▸ **ASSIGNMENT**
Would you write the data out once more, exactly as it is?

Stored data
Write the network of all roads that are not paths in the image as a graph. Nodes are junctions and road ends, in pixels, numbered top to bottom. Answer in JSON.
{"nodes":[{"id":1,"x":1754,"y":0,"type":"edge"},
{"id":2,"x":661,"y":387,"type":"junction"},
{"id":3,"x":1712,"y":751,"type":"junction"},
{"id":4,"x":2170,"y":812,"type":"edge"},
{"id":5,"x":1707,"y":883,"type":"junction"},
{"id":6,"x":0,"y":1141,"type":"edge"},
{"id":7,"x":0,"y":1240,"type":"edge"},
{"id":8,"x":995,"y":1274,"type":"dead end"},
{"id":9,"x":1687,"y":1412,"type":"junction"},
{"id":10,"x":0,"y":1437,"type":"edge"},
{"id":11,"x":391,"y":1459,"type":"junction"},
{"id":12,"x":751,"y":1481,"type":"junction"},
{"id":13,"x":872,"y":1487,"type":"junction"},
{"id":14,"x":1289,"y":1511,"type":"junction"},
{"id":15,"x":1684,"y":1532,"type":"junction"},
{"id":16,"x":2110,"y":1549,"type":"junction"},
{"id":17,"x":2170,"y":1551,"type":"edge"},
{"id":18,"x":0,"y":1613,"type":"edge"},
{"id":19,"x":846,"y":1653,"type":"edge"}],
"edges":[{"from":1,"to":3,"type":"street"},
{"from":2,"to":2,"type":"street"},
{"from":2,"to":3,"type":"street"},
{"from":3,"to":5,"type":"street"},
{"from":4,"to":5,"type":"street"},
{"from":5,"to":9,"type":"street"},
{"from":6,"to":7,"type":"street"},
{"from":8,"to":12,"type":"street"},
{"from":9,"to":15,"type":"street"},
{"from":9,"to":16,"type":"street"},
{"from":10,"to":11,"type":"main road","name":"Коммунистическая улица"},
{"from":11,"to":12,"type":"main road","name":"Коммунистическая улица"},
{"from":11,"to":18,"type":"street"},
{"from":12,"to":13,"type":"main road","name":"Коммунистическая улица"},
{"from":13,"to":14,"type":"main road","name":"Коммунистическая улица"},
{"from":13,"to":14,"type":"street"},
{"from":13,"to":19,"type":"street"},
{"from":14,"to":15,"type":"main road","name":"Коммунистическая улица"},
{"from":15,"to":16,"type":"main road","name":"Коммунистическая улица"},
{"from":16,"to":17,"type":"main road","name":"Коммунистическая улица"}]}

▸ **EXPECTED OUTPUT**
Write the network of all roads that are not paths in the image as a graph. Nodes are junctions and road ends, in pixels, numbered top to bottom. Answer in JSON.
{"nodes":[{"id":1,"x":1754,"y":0,"type":"edge"},
{"id":2,"x":661,"y":387,"type":"junction"},
{"id":3,"x":1712,"y":751,"type":"junction"},
{"id":4,"x":2170,"y":812,"type":"edge"},
{"id":5,"x":1707,"y":883,"type":"junction"},
{"id":6,"x":0,"y":1141,"type":"edge"},
{"id":7,"x":0,"y":1240,"type":"edge"},
{"id":8,"x":995,"y":1274,"type":"dead end"},
{"id":9,"x":1687,"y":1412,"type":"junction"},
{"id":10,"x":0,"y":1437,"type":"edge"},
{"id":11,"x":391,"y":1459,"type":"junction"},
{"id":12,"x":751,"y":1481,"type":"junction"},
{"id":13,"x":872,"y":1487,"type":"junction"},
{"id":14,"x":1289,"y":1511,"type":"junction"},
{"id":15,"x":1684,"y":1532,"type":"junction"},
{"id":16,"x":2110,"y":1549,"type":"junction"},
{"id":17,"x":2170,"y":1551,"type":"edge"},
{"id":18,"x":0,"y":1613,"type":"edge"},
{"id":19,"x":846,"y":1653,"type":"edge"}],
"edges":[{"from":1,"to":3,"type":"street"},
{"from":2,"to":2,"type":"street"},
{"from":2,"to":3,"type":"street"},
{"from":3,"to":5,"type":"street"},
{"from":4,"to":5,"type":"street"},
{"from":5,"to":9,"type":"street"},
{"from":6,"to":7,"type":"street"},
{"from":8,"to":12,"type":"street"},
{"from":9,"to":15,"type":"street"},
{"from":9,"to":16,"type":"street"},
{"from":10,"to":11,"type":"main road","name":"Коммунистическая улица"},
{"from":11,"to":12,"type":"main road","name":"Коммунистическая улица"},
{"from":11,"to":18,"type":"street"},
{"from":12,"to":13,"type":"main road","name":"Коммунистическая улица"},
{"from":13,"to":14,"type":"main road","name":"Коммунистическая улица"},
{"from":13,"to":14,"type":"street"},
{"from":13,"to":19,"type":"street"},
{"from":14,"to":15,"type":"main road","name":"Коммунистическая улица"},
{"from":15,"to":16,"type":"main road","name":"Коммунистическая улица"},
{"from":16,"to":17,"type":"main road","name":"Коммунистическая улица"}]}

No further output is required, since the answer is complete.